During the process, though, you felt like things kept slipping out of your control. Your lawyer began taking steps that did not really make sense to you. When you asked questions, you never got straight answers. When you complained, your lawyer told you that you were just reading into things too much.
It was frustrating, and you should have seen the red flags, but you pushed on anyway. After all, this was your first time through the court system, so you chalked your concerns up to not fully understanding the process.
Then you lost the case.
It was inexplicable. Your lawyer did not seem surprised and did not really seem to care, but you felt stunned. You could not see how it was possible to lose, and you suddenly realized that something was wrong. Digging into it a bit deeper, you found out that your lawyer had a conflict of interest.
What is a conflict of interest?
The American Bar Association says that a conflict of interest occurs when a lawyer does not act in the way he or she would be expected to act because of the potential impact to:
- The lawyer's own interests
- The interests of a third party
- The interests of a former client
- The interests of a current client
According to the ABA, it's a problem if the lawyer is "materially and adversely affected" for any of these reasons.
A personal injury example
Perhaps your case centered around a claim that you suffered a serious injury when you slipped and fell in a store. A broken pipe left a wet, slick spot on the floor. No one cleaned it up. No signs marked the spot. Records showed that an employee reported the incident to her boss, and the boss blew it off and said it would dry on its own. That happened 15 minutes before your injury.

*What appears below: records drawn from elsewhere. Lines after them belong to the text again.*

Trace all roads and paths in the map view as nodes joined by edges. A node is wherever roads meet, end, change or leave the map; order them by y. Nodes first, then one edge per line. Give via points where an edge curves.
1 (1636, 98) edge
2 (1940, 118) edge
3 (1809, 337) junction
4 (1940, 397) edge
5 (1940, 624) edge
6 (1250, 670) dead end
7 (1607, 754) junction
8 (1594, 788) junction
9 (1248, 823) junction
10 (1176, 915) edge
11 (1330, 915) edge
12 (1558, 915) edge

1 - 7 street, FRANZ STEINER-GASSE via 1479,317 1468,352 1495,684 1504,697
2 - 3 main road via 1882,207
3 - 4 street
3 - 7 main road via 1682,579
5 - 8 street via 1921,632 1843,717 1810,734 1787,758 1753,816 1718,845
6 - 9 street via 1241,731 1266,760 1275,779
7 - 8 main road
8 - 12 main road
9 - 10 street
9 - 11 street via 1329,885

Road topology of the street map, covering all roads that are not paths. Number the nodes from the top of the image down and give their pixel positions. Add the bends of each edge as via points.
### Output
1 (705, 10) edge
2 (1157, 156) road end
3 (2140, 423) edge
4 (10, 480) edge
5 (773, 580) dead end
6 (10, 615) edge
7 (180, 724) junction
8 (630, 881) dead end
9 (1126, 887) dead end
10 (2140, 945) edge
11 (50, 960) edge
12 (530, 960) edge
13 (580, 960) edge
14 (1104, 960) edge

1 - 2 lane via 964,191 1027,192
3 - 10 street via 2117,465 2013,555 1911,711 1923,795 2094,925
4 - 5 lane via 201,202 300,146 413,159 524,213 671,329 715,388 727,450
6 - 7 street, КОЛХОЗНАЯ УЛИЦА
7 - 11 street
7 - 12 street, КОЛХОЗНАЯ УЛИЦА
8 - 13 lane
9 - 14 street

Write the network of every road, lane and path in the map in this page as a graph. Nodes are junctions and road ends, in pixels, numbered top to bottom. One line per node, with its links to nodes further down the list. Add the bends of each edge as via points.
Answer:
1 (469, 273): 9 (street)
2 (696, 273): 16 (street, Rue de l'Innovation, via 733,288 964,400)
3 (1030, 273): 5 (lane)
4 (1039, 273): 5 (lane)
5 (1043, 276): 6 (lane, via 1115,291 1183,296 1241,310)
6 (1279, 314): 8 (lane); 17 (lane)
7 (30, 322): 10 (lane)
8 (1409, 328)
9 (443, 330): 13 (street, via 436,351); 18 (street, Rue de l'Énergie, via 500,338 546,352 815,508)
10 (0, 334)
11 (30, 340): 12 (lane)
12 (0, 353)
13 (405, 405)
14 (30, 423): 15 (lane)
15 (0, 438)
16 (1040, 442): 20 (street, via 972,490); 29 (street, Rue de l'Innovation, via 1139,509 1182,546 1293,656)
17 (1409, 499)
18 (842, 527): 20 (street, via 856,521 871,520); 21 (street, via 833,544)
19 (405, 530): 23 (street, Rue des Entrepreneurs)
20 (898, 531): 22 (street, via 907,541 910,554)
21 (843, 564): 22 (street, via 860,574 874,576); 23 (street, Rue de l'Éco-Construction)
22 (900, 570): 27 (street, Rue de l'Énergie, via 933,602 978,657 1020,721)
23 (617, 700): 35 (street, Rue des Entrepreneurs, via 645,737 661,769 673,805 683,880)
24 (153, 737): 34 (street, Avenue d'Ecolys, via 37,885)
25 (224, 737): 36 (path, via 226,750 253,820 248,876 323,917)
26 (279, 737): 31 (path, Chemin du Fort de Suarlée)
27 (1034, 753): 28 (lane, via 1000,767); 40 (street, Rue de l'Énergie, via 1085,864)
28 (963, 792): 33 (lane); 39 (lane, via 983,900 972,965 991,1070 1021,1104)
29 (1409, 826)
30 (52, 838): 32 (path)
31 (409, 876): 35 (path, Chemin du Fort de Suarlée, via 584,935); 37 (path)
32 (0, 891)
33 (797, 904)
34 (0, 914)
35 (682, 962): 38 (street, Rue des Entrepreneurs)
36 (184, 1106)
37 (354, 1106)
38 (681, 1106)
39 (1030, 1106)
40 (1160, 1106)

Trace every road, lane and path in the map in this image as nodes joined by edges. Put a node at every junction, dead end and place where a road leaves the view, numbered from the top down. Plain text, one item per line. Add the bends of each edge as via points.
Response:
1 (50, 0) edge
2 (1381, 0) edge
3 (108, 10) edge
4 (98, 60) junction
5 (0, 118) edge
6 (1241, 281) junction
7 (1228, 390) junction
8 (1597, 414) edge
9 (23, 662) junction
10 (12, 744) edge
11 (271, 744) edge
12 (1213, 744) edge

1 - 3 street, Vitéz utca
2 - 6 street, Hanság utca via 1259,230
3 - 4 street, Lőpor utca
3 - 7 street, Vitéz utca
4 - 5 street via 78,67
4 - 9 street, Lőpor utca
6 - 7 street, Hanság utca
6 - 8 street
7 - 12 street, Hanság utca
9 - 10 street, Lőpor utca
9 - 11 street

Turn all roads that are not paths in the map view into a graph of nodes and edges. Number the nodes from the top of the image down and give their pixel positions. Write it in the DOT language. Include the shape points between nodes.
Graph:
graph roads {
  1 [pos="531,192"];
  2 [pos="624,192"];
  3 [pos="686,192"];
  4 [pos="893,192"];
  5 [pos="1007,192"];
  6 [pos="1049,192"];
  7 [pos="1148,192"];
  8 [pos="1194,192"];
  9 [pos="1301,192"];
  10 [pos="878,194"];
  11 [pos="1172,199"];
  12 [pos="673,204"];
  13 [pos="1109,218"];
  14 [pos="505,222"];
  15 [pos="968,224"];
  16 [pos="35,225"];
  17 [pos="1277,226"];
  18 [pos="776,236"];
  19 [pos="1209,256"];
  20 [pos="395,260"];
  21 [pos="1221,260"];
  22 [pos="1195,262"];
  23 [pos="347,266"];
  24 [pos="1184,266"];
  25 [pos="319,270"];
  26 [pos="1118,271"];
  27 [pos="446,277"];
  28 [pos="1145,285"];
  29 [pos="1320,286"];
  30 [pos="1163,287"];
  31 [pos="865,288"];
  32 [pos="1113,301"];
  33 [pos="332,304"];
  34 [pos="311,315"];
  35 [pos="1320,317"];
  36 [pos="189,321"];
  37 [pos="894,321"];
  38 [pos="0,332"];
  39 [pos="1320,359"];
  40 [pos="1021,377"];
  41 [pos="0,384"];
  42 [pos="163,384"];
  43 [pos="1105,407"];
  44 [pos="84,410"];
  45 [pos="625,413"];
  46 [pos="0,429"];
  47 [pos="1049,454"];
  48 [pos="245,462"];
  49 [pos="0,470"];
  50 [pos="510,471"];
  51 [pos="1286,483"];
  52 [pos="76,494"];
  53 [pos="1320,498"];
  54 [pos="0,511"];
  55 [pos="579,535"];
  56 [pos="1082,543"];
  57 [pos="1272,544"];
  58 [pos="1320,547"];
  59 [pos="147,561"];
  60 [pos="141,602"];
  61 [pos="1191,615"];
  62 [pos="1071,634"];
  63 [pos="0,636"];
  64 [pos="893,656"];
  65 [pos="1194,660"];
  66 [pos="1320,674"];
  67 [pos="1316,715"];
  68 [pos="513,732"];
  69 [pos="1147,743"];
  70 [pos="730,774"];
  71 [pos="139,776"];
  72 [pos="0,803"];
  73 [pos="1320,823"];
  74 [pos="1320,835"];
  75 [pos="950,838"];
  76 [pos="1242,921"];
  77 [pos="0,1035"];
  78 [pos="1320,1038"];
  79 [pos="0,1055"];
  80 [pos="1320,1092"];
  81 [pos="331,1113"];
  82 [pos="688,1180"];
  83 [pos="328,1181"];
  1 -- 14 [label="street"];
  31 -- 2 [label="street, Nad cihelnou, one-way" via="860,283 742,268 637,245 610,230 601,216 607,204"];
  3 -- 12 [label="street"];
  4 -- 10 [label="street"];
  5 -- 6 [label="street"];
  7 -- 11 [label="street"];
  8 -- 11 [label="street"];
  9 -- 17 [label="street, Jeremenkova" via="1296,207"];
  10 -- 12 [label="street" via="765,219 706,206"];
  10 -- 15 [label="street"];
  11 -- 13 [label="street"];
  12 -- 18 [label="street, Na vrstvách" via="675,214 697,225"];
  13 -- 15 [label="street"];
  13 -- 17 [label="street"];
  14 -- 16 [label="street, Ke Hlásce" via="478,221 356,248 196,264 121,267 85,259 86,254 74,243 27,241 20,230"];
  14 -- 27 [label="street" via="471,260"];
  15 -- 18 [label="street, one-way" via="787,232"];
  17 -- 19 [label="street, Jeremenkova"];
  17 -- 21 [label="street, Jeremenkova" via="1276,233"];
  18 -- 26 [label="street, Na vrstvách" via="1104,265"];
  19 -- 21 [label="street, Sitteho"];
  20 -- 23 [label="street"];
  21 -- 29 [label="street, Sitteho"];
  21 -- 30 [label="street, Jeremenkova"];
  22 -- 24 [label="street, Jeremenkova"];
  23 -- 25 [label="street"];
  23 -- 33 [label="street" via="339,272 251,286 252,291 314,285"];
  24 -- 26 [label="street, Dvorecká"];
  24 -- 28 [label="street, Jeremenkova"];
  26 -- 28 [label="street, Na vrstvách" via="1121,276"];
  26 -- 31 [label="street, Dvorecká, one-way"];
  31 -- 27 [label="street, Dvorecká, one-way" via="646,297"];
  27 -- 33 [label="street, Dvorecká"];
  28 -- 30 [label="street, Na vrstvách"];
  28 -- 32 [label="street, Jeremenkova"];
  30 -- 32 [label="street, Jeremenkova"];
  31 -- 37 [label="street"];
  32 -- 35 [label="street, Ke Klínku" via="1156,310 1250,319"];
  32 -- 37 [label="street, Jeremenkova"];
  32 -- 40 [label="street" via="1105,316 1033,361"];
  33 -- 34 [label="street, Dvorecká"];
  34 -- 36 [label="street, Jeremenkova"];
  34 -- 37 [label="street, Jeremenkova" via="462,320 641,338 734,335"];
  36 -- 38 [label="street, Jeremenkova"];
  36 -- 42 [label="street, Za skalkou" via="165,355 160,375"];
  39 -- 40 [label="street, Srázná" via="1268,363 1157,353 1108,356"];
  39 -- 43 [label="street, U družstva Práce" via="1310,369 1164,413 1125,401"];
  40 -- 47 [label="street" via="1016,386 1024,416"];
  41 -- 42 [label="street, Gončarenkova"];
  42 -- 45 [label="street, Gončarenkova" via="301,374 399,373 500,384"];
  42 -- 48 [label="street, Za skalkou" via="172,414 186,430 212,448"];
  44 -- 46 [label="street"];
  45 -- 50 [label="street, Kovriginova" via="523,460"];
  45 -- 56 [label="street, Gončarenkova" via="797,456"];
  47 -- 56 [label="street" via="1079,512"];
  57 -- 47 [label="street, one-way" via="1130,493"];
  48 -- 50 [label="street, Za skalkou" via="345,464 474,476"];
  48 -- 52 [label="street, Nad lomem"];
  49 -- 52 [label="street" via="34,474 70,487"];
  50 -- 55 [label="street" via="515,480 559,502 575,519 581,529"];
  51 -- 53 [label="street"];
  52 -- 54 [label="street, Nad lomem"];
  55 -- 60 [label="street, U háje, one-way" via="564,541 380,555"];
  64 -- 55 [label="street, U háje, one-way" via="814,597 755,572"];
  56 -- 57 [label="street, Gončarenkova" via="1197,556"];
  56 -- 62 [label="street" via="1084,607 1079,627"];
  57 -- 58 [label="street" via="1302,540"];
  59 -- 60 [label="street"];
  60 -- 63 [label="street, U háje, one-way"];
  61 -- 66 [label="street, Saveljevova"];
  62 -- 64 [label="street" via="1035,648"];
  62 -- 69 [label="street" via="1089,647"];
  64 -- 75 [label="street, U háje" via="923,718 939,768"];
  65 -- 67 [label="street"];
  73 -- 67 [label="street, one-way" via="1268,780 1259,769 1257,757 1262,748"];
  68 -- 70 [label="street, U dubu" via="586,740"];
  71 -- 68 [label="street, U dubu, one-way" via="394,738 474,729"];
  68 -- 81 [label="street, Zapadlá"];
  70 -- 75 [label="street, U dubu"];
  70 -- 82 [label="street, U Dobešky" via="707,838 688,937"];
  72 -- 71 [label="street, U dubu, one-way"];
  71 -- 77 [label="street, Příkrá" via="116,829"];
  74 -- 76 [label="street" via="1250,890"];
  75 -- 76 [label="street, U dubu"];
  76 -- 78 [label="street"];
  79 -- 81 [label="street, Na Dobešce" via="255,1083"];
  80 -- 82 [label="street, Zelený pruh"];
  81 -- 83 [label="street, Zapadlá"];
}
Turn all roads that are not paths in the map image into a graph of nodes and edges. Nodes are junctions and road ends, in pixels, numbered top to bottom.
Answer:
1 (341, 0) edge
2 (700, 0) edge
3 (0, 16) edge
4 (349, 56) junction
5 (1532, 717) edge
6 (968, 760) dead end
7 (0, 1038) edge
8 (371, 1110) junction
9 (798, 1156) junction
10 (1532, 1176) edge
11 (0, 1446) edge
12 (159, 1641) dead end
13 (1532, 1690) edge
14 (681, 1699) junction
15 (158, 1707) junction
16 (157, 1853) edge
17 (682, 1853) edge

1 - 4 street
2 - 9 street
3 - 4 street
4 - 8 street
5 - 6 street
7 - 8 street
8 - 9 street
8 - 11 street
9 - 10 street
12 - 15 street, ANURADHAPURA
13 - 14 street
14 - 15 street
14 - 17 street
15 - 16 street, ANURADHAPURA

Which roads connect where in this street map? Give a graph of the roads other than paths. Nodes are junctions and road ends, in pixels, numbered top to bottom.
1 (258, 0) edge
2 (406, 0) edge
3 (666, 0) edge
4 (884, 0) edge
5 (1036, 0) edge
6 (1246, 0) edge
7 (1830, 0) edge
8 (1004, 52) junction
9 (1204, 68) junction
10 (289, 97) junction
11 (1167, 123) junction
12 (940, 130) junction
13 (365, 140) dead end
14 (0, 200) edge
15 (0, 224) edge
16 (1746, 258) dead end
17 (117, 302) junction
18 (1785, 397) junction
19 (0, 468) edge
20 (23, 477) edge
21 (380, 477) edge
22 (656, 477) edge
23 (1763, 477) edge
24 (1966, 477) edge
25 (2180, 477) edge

Then you find out that your lawyer's spouse is a co-owner of the store. In fact, your lawyer has most of his or her retirement savings invested in the store to help it expand. Times have been tough, financially, and the store risks going under. If you won the case, your lawyer could have lost everything. That's actually why you lost. Your lawyer did not have your own best interests at heart.
It's frustrating when the system lets you down like this, and it makes you question how your rights really hold up. It is important to take a proactive approach and look into all of the options you have to make things right. This may not be over just yet.